▶ _What is being asked_: In the entries below, the word "linecap" appears on some lines. Copy each of those lines.

+++ Listed records

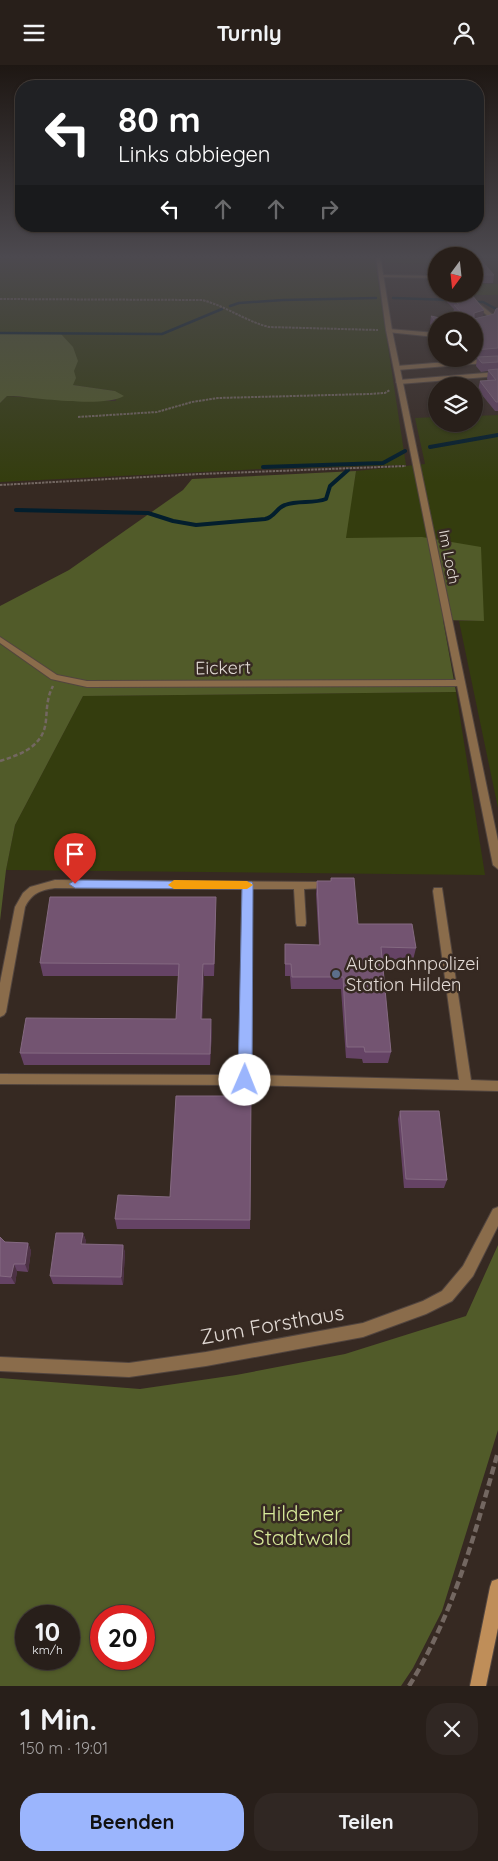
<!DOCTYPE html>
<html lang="de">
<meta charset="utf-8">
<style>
body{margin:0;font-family:Quicksand,sans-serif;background:#302723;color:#f1f3f6;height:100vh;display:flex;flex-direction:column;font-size:19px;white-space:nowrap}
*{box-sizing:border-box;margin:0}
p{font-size:16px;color:#a5a2a2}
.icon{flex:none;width:28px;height:28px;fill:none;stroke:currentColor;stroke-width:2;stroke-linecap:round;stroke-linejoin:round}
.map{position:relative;height:1621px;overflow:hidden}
.drawer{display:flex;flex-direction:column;background:#281f1a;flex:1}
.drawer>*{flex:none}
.hud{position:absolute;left:15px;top:15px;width:469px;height:152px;border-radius:20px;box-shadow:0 1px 4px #0004,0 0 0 1px #443d39;background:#202124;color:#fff;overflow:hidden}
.needle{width:32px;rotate:195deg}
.fabs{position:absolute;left:428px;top:182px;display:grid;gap:10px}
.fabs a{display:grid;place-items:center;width:55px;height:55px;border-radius:50%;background:#281f1a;box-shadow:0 1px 4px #0004,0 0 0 1px #443d39;font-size:25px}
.speed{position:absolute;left:15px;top:1540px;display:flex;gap:10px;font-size:25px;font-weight:700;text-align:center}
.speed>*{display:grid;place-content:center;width:65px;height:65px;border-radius:50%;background:#281f1a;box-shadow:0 1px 4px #0004,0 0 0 1px #443d39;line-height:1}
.speed small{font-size:12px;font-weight:400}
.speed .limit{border:8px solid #d22;background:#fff;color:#111}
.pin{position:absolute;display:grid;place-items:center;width:42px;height:42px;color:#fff;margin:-51px -21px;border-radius:50% 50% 50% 0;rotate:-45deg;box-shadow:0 0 5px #0007}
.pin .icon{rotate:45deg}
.me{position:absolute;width:55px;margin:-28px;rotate:1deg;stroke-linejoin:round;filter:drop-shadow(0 0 4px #0008)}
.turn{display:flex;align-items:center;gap:18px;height:105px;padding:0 20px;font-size:22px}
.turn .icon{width:65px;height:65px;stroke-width:2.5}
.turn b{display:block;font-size:35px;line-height:42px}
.lanes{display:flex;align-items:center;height:48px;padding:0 20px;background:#0003;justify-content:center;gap:25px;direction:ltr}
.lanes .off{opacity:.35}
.round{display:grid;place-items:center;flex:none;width:52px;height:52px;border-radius:20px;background:#302723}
.head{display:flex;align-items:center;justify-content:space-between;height:85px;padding:0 20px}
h1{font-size:30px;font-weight:800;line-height:38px}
.button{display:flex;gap:10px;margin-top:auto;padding:10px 20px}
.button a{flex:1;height:58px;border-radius:20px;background:#9bb5fd;color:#111;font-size:20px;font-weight:800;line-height:58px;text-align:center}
.button a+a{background:#302723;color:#f1f3f6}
header{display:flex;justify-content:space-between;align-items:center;height:65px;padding:0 20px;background:#281f1a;font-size:22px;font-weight:800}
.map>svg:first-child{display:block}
.green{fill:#343d0e}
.forest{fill:#515b29;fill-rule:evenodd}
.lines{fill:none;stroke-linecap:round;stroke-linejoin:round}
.stream-far1{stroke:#031e2d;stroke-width:2.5}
.stream{stroke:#031e2d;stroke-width:4}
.lane-casing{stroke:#52453f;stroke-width:2}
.street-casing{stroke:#52453f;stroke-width:2}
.secondary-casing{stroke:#52453f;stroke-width:2}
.path-far2{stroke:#736761;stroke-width:2;stroke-dasharray:2.5 1;stroke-linecap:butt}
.path-far1{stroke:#736761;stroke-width:2.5;stroke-dasharray:4.5 2.5;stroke-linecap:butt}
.path{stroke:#736761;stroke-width:4.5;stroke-dasharray:8 4;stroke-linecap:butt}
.lane{fill:#8a6c4b;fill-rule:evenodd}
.street{fill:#8a6c4b;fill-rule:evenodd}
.secondary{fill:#bf8e59;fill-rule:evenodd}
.wall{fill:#654365}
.shaded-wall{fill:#4d3245}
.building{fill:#735471;stroke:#846981}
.route{fill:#9bb5fd;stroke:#6576a4}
.slow{fill:#f59e0b}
.service-dot{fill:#5c6f8a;stroke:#362922;stroke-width:2}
.labels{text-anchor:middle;stroke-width:5;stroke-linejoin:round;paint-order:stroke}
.far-street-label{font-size:15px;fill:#e2dad5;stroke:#362922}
.street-label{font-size:18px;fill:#e2dad5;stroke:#362922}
.poi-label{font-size:18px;fill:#e2dad5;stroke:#362922;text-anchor:start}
.near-street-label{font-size:21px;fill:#e2dad5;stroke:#362922}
.near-park-label{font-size:21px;fill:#d7ea9a;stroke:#362922}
</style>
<header><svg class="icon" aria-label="menu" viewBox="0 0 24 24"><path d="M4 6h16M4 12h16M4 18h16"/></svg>Turnly<svg class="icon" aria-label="person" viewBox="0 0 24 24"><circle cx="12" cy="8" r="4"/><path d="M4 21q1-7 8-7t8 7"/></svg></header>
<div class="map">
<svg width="498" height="1621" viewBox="0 0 498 1621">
<rect width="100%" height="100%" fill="#362922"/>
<!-- green -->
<path class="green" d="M 179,190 L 374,190 L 406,400 L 260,404 L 0,417 L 0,338 L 7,331 L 78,336 L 116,336 L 115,326 L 73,320 L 74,306 L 61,269 L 0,267 L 0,193 Z
M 384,190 L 436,191 L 436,199 L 385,198 Z
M 474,219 L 498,219 L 498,230 L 472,230 L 474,229 Z
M 498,350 L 498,743 L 459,556 L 483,556 L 345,473 L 356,406 L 425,399 L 415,353 L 436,352 L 436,359 L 474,359 L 474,351 Z
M 456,627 L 485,810 L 6,805 L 15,760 L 83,631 Z"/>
<!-- forest -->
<path class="forest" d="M 0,190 L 179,190 L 0,193 Z
M 0,267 L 61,269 L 73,282 L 78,296 L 74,306 L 76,313 L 73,320 L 115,326 L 124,331 C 103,343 39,333 13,331 L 7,331 L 0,338 Z
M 356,406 L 346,473 L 422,472 L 481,482 L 484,556 L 443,555 L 456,627 L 83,631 L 15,760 L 6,805 L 0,856 L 0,541 L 69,505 L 183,425 L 192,414 Z
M 498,1180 L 498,1365 L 442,1546 L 413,1603 L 401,1621 L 0,1621 L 0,1313 L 140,1324 L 236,1310 L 345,1289 L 466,1251 ZM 26,1551 L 69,1551 L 69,1594 L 26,1594 ZM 101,1551 L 144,1551 L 144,1594 L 101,1594 Z"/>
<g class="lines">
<!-- stream-far1 -->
<path class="stream-far1" d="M 393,233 L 452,235
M 477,237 L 483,237 L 498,245
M 230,241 L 239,238 L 283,235 L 376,233
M 0,268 L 162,269 L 222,244"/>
<!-- stream -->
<path class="stream" d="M 430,382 L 498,370
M 263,402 L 383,398 L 405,386
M 16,445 L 148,448 L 173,456 L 196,460 L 265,454 C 275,452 276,443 285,440 C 298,435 313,439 326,434 L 330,421 L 348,405"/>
<defs>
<path id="lane" d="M 379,210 L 436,211 L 436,213 L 381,212 Z
M 466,229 L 470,229 L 477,237 L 493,250 L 492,255 L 474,261 L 474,257 L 488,253 L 488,251 L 473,239 Z
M 389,264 L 436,268 L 436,272 L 387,267 L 387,265 Z
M 498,293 L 498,297 L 397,305 L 394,303 L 397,301 Z
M 498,307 L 498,311 L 399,319 L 396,317 L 399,315 Z
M 0,572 L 57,610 L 87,616 L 460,615 L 464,618 L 460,621 L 87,622 L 51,614 L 0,578 Z
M 55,815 L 328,817 L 329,820 L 328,823 L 304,824 L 306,858 L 305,861 L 297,861 L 296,858 L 294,824 L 252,824 L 251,1010 L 459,1015 L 433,826 L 434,823 L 442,823 L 471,1015 L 498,1016 L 498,1026 L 245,1020 L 0,1019 L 0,1009 L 239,1010 L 242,824 L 55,823 C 41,825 32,828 25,842 L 6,947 L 4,950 L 0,952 L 0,918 L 15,842 L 23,828 L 30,822 Z"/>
<path id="street" d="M 376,190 L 380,190 L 392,265 L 498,776 L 498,804 L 493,800 L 386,265 Z
M 498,1142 L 498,1161 L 473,1211 L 452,1236 L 426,1249 L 363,1272 L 206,1301 L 129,1312 L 0,1306 L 0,1292 L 129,1298 L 206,1287 L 363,1258 L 423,1236 L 442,1226 L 463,1201 L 493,1144 Z"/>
<path id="secondary" d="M 498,1514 L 498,1563 L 486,1621 L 470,1621 L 490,1522 L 492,1516 Z"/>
</defs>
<!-- lane casing -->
<use href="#lane" class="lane-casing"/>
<!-- street casing -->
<use href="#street" class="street-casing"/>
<!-- secondary casing -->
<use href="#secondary" class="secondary-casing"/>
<!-- path-far2 -->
<path class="path-far2" d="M 0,234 L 202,235 C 226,241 245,256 269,262 L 378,265
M 78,352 L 157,347 L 192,337 L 218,333 L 369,329 L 385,328 L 390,325
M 0,420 L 200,409 L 406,401"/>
<!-- path-far1 -->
<path class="path-far1" d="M 0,696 C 22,689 44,681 46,655 C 47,643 47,632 53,621"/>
<!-- path -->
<path class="path" d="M 409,1621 C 454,1549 475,1468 498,1387"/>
<!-- lane -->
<use href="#lane" class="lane"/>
<!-- street -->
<use href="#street" class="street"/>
<!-- secondary -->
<use href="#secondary" class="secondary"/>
</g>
<!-- wall -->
<path class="wall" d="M 474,193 L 494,210 L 493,218 L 474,218 Z
M 448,229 L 457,230 L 456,229 L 471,229 L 483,252 L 494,249 L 498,243 L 498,346 L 495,346 L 478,325 L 480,316 L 488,316 L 487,314 L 488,306 L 481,307 L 476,301 L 477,293 L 474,293 L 474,256 L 460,256 L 453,248 L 454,244 L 447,237 Z
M 431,251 L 436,256 L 436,267 L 430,259 Z
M 317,816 L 358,859 L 416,883 L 413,895 L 382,894 L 391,987 L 388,998 L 363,998 L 362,994 L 346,993 L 341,924 L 291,924 L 290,911 L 285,911 L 285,879 L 319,880 L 316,829 Z
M 216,845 L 214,911 L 204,911 L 202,954 L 212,966 L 210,1000 L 24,1000 L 20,988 L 176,954 L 178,911 L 43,911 L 40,898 Z
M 251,1031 L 250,1164 L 117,1164 L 115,1154 L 170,1132 Z
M 400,1046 L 447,1115 L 444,1123 L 404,1123 L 398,1054 Z
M 83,1168 L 86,1176 L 85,1179 L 123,1180 L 125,1188 L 123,1220 L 53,1219 L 50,1211 Z
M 0,1172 L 5,1177 L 28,1178 L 31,1186 L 28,1207 L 17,1206 L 15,1219 L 0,1219 Z"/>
<!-- shaded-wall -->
<path class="shaded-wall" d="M 484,245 L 483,253 L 472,256 L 474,248 Z
M 216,832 L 216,845 L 214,911 L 214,899 Z
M 203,899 L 204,911 L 202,966 L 201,954 Z
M 211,954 L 212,966 L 210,1000 L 210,989 Z
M 83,1168 L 86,1176 L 84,1187 L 81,1179 Z
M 28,1178 L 31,1186 L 28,1207 L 25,1199 Z
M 123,1180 L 125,1188 L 123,1220 L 121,1212 Z
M 14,1199 L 17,1206 L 15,1219 L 11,1212 Z"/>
<!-- building -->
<path class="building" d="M 474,193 L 479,193 L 494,210 L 474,210 Z
M 448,229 L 460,230 L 459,229 L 471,229 L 484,245 L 474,248 L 474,254 L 494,249 L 496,244 L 498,243 L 498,283 L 474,285 L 474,256 L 469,256 L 454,240 L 459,240 Z
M 431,251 L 453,256 L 436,256 L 436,257 Z
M 498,291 L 498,297 L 482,298 L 477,292 Z
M 498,304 L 498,337 L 496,337 L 480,316 L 496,315 L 488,305 Z
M 331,813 L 354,813 L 358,859 L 412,859 L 416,883 L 381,882 L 391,987 L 365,987 L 364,982 L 347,982 L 343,912 L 292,912 L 291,899 L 285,899 L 285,879 L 320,880 L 317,816 L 331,816 Z
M 50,832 L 216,832 L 214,899 L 203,899 L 201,954 L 211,954 L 210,989 L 20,988 L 26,953 L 176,954 L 179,899 L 40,898 Z
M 176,1031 L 251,1031 L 250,1155 L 115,1154 L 118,1130 L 170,1132 Z
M 400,1046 L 439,1046 L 447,1115 L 406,1114 Z
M 56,1168 L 83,1168 L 81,1179 L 123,1180 L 121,1212 L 50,1211 Z
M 0,1172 L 5,1177 L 28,1178 L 25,1199 L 14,1199 L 11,1212 L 0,1211 Z"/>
<!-- sky -->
<linearGradient id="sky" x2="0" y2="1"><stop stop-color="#1e1713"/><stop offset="0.46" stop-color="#4c494f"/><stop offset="1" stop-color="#4c494f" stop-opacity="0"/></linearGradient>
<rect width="498" height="417" fill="url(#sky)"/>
<!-- route -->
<path class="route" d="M 75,815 L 252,817 L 253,820 L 252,1015 L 250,1019 L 245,1021 L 240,1019 L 238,1015 L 242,824 L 75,823 L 69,819 Z"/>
<!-- slow -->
<path class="slow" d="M 174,815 L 247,816 L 253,820 L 247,824 L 174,824 L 168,820 Z"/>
<!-- markers -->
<circle class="service-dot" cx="336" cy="909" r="5"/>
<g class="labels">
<!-- far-street labels -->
<g class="far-street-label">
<text transform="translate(449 492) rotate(79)" y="5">Im Loch</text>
</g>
<!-- street labels -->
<g class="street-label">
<text transform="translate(223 603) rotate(-1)" y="6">Eickert</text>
</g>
<!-- poi labels -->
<g class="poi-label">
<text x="346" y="905">Autobahnpolizei<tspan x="346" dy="21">Station Hilden</tspan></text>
</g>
<!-- near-street labels -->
<g class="near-street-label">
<text transform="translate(272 1260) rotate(-10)" y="7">Zum Forsthaus</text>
</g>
<!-- near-park labels -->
<g class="near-park-label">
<text x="302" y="1456">Hildener<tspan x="302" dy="24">Stadtwald</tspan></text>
</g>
</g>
</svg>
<div class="fabs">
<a><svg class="needle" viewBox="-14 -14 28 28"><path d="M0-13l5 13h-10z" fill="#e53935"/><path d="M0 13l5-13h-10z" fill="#a5a2a2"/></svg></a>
<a><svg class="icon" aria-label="search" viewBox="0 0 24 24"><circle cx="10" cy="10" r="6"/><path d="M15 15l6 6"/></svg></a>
<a><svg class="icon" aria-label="layers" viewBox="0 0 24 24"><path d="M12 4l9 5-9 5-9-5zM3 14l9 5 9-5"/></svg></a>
</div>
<div class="speed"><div>10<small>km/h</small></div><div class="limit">20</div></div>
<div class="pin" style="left:75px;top:819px;background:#d93025"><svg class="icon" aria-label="arrive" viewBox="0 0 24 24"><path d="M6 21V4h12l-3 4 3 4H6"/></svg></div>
<svg class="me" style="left:245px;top:1015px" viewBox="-20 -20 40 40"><circle r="19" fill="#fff"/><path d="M0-13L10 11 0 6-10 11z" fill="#9bb5fd"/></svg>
<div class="hud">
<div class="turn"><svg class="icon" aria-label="left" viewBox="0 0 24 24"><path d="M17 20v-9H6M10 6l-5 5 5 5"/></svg><div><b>80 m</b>Links abbiegen</div></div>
<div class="lanes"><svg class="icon" aria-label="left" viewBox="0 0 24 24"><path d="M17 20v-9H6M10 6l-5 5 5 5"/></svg><svg class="icon off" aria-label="ahead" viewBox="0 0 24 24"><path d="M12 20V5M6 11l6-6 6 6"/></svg><svg class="icon off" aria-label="ahead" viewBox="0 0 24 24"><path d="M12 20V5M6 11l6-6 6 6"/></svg><svg class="icon off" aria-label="right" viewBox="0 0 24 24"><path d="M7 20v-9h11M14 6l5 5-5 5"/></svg></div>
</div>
</div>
<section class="drawer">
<div class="head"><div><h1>1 Min.</h1><p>150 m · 19:01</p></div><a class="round"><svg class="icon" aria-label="close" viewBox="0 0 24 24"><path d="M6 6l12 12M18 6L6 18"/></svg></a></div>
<div class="button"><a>Beenden</a><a>Teilen</a></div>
</section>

++++++

▶ _Reply_:
.icon{flex:none;width:28px;height:28px;fill:none;stroke:currentColor;stroke-width:2;stroke-linecap:round;stroke-linejoin:round}
.lines{fill:none;stroke-linecap:round;stroke-linejoin:round}
.path-far2{stroke:#736761;stroke-width:2;stroke-dasharray:2.5 1;stroke-linecap:butt}
.path-far1{stroke:#736761;stroke-width:2.5;stroke-dasharray:4.5 2.5;stroke-linecap:butt}
.path{stroke:#736761;stroke-width:4.5;stroke-dasharray:8 4;stroke-linecap:butt}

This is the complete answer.